*Requirement*.
Each entry, from beginning to end, is to be transcribed verbatim.

*Listed entries*.
---------------

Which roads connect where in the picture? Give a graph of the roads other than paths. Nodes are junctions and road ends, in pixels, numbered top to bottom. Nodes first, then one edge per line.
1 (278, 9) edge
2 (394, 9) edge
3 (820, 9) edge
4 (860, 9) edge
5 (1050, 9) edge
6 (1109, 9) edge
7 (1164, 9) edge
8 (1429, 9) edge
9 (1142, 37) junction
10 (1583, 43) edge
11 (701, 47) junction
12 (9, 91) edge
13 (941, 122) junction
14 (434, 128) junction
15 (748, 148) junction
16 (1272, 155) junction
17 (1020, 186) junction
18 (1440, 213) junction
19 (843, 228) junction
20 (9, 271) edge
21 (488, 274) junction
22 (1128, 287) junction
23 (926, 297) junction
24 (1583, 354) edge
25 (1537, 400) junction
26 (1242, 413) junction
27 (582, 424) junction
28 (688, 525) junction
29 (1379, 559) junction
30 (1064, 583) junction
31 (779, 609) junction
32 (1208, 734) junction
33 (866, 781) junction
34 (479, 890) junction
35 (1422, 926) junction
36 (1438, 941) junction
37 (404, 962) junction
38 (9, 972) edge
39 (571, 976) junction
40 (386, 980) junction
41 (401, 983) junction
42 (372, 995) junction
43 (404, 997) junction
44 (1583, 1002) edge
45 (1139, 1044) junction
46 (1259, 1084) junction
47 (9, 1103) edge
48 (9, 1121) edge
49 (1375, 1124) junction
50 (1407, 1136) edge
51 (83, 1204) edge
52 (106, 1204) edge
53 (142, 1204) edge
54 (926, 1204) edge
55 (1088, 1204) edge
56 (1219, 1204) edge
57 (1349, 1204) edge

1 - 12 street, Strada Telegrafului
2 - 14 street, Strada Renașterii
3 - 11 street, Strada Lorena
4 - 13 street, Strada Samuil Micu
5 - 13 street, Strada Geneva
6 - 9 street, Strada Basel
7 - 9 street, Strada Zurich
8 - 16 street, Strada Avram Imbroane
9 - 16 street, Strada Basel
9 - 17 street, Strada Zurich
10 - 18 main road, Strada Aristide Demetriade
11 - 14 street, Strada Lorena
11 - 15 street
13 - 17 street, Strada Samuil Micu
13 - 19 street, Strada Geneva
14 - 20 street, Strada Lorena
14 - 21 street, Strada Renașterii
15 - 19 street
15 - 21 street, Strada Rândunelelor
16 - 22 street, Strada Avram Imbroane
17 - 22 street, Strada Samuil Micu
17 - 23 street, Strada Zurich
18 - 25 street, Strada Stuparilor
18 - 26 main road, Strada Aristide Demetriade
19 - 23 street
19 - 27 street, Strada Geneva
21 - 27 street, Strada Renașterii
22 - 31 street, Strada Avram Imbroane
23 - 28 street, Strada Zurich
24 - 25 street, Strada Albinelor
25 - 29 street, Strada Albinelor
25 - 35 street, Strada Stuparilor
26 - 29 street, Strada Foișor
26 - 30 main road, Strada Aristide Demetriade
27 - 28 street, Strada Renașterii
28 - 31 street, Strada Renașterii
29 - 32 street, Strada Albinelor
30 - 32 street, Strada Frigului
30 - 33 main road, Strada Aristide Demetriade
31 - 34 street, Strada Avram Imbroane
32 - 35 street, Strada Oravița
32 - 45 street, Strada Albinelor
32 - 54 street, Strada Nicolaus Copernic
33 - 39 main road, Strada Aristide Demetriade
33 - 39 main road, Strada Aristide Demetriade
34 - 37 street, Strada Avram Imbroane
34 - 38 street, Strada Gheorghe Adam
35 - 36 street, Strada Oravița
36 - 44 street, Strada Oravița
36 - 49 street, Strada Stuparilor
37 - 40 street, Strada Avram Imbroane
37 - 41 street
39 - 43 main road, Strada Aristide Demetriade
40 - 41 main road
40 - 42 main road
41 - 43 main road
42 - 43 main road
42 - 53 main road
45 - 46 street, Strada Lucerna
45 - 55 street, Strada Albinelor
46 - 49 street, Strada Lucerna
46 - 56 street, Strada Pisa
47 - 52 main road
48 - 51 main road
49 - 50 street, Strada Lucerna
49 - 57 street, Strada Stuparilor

---------------

*Solution below*.
Which roads connect where in the picture? Give a graph of the roads other than paths. Nodes are junctions and road ends, in pixels, numbered top to bottom. Nodes first, then one edge per line.
1 (278, 9) edge
2 (394, 9) edge
3 (820, 9) edge
4 (860, 9) edge
5 (1050, 9) edge
6 (1109, 9) edge
7 (1164, 9) edge
8 (1429, 9) edge
9 (1142, 37) junction
10 (1583, 43) edge
11 (701, 47) junction
12 (9, 91) edge
13 (941, 122) junction
14 (434, 128) junction
15 (748, 148) junction
16 (1272, 155) junction
17 (1020, 186) junction
18 (1440, 213) junction
19 (843, 228) junction
20 (9, 271) edge
21 (488, 274) junction
22 (1128, 287) junction
23 (926, 297) junction
24 (1583, 354) edge
25 (1537, 400) junction
26 (1242, 413) junction
27 (582, 424) junction
28 (688, 525) junction
29 (1379, 559) junction
30 (1064, 583) junction
31 (779, 609) junction
32 (1208, 734) junction
33 (866, 781) junction
34 (479, 890) junction
35 (1422, 926) junction
36 (1438, 941) junction
37 (404, 962) junction
38 (9, 972) edge
39 (571, 976) junction
40 (386, 980) junction
41 (401, 983) junction
42 (372, 995) junction
43 (404, 997) junction
44 (1583, 1002) edge
45 (1139, 1044) junction
46 (1259, 1084) junction
47 (9, 1103) edge
48 (9, 1121) edge
49 (1375, 1124) junction
50 (1407, 1136) edge
51 (83, 1204) edge
52 (106, 1204) edge
53 (142, 1204) edge
54 (926, 1204) edge
55 (1088, 1204) edge
56 (1219, 1204) edge
57 (1349, 1204) edge

1 - 12 street, Strada Telegrafului
2 - 14 street, Strada Renașterii
3 - 11 street, Strada Lorena
4 - 13 street, Strada Samuil Micu
5 - 13 street, Strada Geneva
6 - 9 street, Strada Basel
7 - 9 street, Strada Zurich
8 - 16 street, Strada Avram Imbroane
9 - 16 street, Strada Basel
9 - 17 street, Strada Zurich
10 - 18 main road, Strada Aristide Demetriade
11 - 14 street, Strada Lorena
11 - 15 street
13 - 17 street, Strada Samuil Micu
13 - 19 street, Strada Geneva
14 - 20 street, Strada Lorena
14 - 21 street, Strada Renașterii
15 - 19 street
15 - 21 street, Strada Rândunelelor
16 - 22 street, Strada Avram Imbroane
17 - 22 street, Strada Samuil Micu
17 - 23 street, Strada Zurich
18 - 25 street, Strada Stuparilor
18 - 26 main road, Strada Aristide Demetriade
19 - 23 street
19 - 27 street, Strada Geneva
21 - 27 street, Strada Renașterii
22 - 31 street, Strada Avram Imbroane
23 - 28 street, Strada Zurich
24 - 25 street, Strada Albinelor
25 - 29 street, Strada Albinelor
25 - 35 street, Strada Stuparilor
26 - 29 street, Strada Foișor
26 - 30 main road, Strada Aristide Demetriade
27 - 28 street, Strada Renașterii
28 - 31 street, Strada Renașterii
29 - 32 street, Strada Albinelor
30 - 32 street, Strada Frigului
30 - 33 main road, Strada Aristide Demetriade
31 - 34 street, Strada Avram Imbroane
32 - 35 street, Strada Oravița
32 - 45 street, Strada Albinelor
32 - 54 street, Strada Nicolaus Copernic
33 - 39 main road, Strada Aristide Demetriade
33 - 39 main road, Strada Aristide Demetriade
34 - 37 street, Strada Avram Imbroane
34 - 38 street, Strada Gheorghe Adam
35 - 36 street, Strada Oravița
36 - 44 street, Strada Oravița
36 - 49 street, Strada Stuparilor
37 - 40 street, Strada Avram Imbroane
37 - 41 street
39 - 43 main road, Strada Aristide Demetriade
40 - 41 main road
40 - 42 main road
41 - 43 main road
42 - 43 main road
42 - 53 main road
45 - 46 street, Strada Lucerna
45 - 55 street, Strada Albinelor
46 - 49 street, Strada Lucerna
46 - 56 street, Strada Pisa
47 - 52 main road
48 - 51 main road
49 - 50 street, Strada Lucerna
49 - 57 street, Strada Stuparilor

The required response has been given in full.